Richard Stelling
Richard Stelling

Reputation: 25665

Checking if a .nib or .xib file exists

What's the best way to check if a Nib or Xib file exists before trying to load it using initWithNibName:bundle: or similar?

Upvotes: 32

Views: 11557

Answers (3)

Richard Stelling
Richard Stelling

Reputation: 25665

Macro

#define AssertFileExists(path) NSAssert([[NSFileManager defaultManager] fileExistsAtPath:path], @"Cannot find the file: %@", path)
#define AssertNibExists(file_name_string) AssertFileExists([[NSBundle mainBundle] pathForResource:file_name_string ofType:@"nib"])

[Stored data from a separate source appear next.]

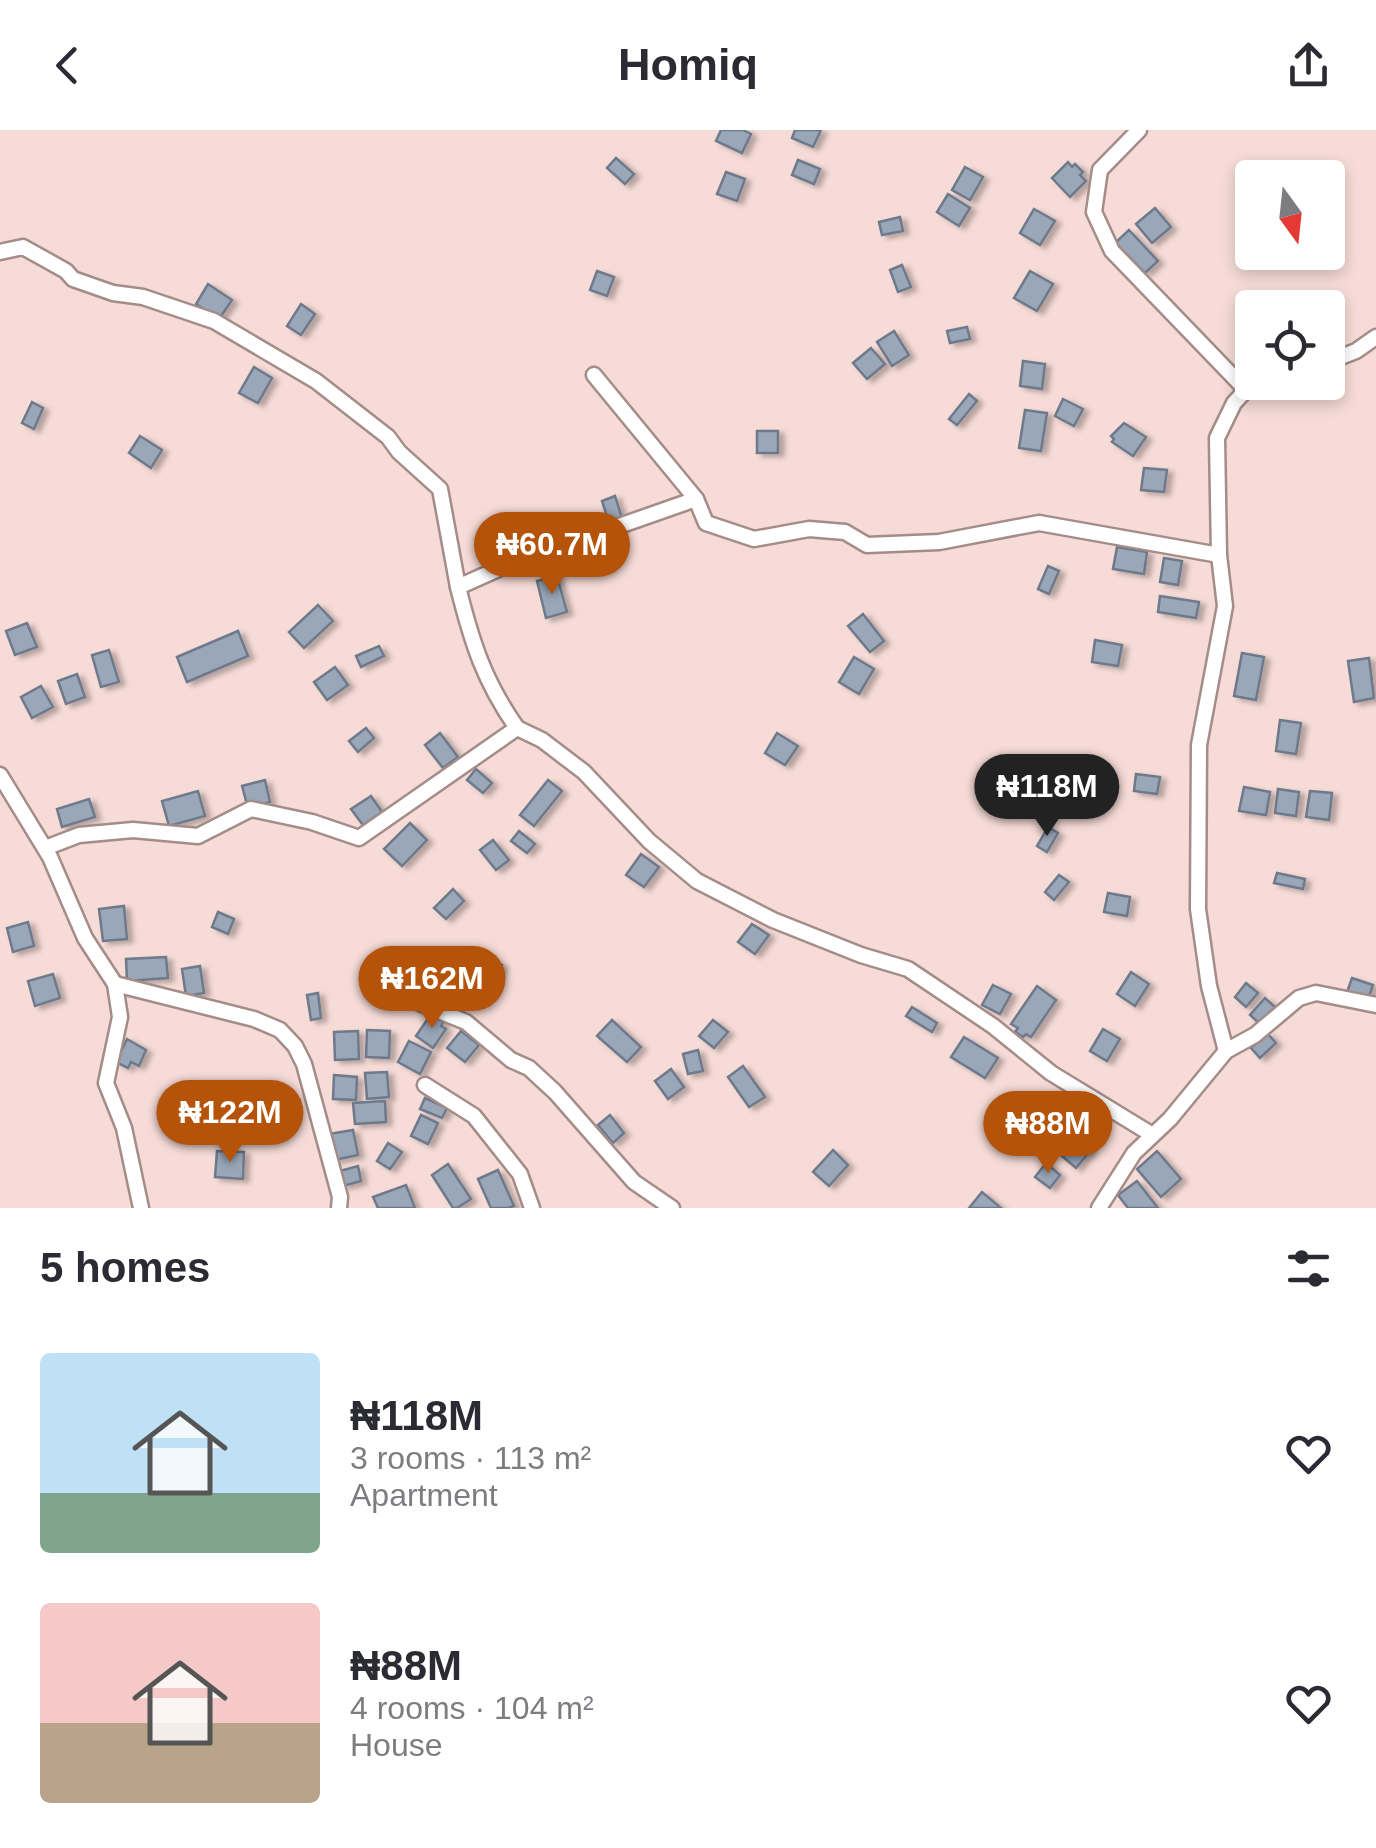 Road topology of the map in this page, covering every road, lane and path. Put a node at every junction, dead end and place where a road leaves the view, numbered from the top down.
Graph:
1 (1139, 130) edge
2 (0, 252) edge
3 (1376, 337) edge
4 (1345, 355) edge
5 (594, 375) dead end
6 (1235, 379) edge
7 (1237, 400) edge
8 (696, 499) junction
9 (1219, 555) junction
10 (458, 587) junction
11 (517, 728) junction
12 (0, 775) edge
13 (45, 848) junction
14 (115, 984) junction
15 (372, 984) dead end
16 (1376, 1005) edge
17 (1226, 1051) junction
18 (425, 1084) dead end
19 (1152, 1134) junction
20 (141, 1208) edge
21 (339, 1208) edge
22 (532, 1208) edge
23 (672, 1208) edge
24 (1100, 1208) edge

1 - 6 street
2 - 10 street
3 - 4 street
5 - 8 street
7 - 9 street
8 - 9 street
8 - 10 street
9 - 17 street
10 - 11 street
11 - 13 street
11 - 19 street
12 - 13 street
13 - 14 street
14 - 20 street
14 - 21 street
15 - 23 street
16 - 17 street
17 - 19 street
18 - 22 street
19 - 24 street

Here are a set of macros that you can call before you try an load a .xib or .nib, they will help identify missing files and spit out useful message about what exactly is missing.

Solutions

Objective-C:

if([[NSBundle mainBundle] pathForResource:fileName ofType:@"nib"] != nil) 
{
    //file found
    ...
}

Please note, the documentation states that ofType: should be the extension of the file. However even if you are using .xib you need to pass `@"nib" or you will get a false-negative.

Swift:

guard Bundle.main.path(forResource: "FileName", ofType: "nib") != nil else {
       ...
    }

(See: touti's original answer: https://stackoverflow.com/a/55919888/89035)

Upvotes: 70

touti
touti

Reputation: 1164

Solution For swift :

guard Bundle.main.path(forResource: "FileName", ofType: "nib") != nil else {
   ...
}

Upvotes: 3

Dietrich Epp
Dietrich Epp

Reputation: 213468

There are two solutions I see here.

You could just call initWithNibName:bundle: and catch an exception if it fails (I like this idea, it feels robust). You will probably want to verify that the exception is in fact a "file not found" exception rather than, say, an "out of memory" exception.

Alternatively, you could check the existence of the nib first, using NSBundle's pathForResource:ofType:, which returns nil for files that don't exist.